**What this task involves**
Every entry needs to be printed exactly, please.

**Listed entries**
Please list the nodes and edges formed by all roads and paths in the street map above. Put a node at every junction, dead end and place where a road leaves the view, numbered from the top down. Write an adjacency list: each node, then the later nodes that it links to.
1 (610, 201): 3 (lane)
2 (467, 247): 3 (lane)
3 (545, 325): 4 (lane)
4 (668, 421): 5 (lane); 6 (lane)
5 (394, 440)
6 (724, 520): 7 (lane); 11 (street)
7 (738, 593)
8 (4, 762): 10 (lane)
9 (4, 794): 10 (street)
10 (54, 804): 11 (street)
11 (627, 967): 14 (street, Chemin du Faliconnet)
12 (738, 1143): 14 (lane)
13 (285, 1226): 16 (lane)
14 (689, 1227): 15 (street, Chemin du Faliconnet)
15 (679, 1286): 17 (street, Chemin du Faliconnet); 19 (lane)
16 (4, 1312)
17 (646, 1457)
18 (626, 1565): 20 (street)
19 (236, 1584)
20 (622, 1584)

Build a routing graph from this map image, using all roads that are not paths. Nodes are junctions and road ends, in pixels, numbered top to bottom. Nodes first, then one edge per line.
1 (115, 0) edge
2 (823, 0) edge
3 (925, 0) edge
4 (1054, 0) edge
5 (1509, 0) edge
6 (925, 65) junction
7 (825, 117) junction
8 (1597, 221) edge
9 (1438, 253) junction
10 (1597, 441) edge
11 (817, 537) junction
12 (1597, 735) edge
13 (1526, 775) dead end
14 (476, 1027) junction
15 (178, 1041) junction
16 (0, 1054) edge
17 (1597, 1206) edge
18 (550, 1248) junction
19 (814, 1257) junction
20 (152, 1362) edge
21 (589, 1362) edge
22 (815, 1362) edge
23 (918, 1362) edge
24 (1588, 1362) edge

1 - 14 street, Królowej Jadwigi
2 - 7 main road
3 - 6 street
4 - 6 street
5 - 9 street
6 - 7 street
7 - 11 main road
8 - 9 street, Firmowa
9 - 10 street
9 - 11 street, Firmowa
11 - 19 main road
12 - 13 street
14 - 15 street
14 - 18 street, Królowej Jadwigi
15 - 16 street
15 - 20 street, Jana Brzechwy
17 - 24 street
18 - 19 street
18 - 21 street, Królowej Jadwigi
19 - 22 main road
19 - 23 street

**Written solution**
Please list the nodes and edges formed by all roads and paths in the street map above. Put a node at every junction, dead end and place where a road leaves the view, numbered from the top down. Write an adjacency list: each node, then the later nodes that it links to.
1 (610, 201): 3 (lane)
2 (467, 247): 3 (lane)
3 (545, 325): 4 (lane)
4 (668, 421): 5 (lane); 6 (lane)
5 (394, 440)
6 (724, 520): 7 (lane); 11 (street)
7 (738, 593)
8 (4, 762): 10 (lane)
9 (4, 794): 10 (street)
10 (54, 804): 11 (street)
11 (627, 967): 14 (street, Chemin du Faliconnet)
12 (738, 1143): 14 (lane)
13 (285, 1226): 16 (lane)
14 (689, 1227): 15 (street, Chemin du Faliconnet)
15 (679, 1286): 17 (street, Chemin du Faliconnet); 19 (lane)
16 (4, 1312)
17 (646, 1457)
18 (626, 1565): 20 (street)
19 (236, 1584)
20 (622, 1584)

Build a routing graph from this map image, using all roads that are not paths. Nodes are junctions and road ends, in pixels, numbered top to bottom. Nodes first, then one edge per line.
1 (115, 0) edge
2 (823, 0) edge
3 (925, 0) edge
4 (1054, 0) edge
5 (1509, 0) edge
6 (925, 65) junction
7 (825, 117) junction
8 (1597, 221) edge
9 (1438, 253) junction
10 (1597, 441) edge
11 (817, 537) junction
12 (1597, 735) edge
13 (1526, 775) dead end
14 (476, 1027) junction
15 (178, 1041) junction
16 (0, 1054) edge
17 (1597, 1206) edge
18 (550, 1248) junction
19 (814, 1257) junction
20 (152, 1362) edge
21 (589, 1362) edge
22 (815, 1362) edge
23 (918, 1362) edge
24 (1588, 1362) edge

1 - 14 street, Królowej Jadwigi
2 - 7 main road
3 - 6 street
4 - 6 street
5 - 9 street
6 - 7 street
7 - 11 main road
8 - 9 street, Firmowa
9 - 10 street
9 - 11 street, Firmowa
11 - 19 main road
12 - 13 street
14 - 15 street
14 - 18 street, Królowej Jadwigi
15 - 16 street
15 - 20 street, Jana Brzechwy
17 - 24 street
18 - 19 street
18 - 21 street, Królowej Jadwigi
19 - 22 main road
19 - 23 street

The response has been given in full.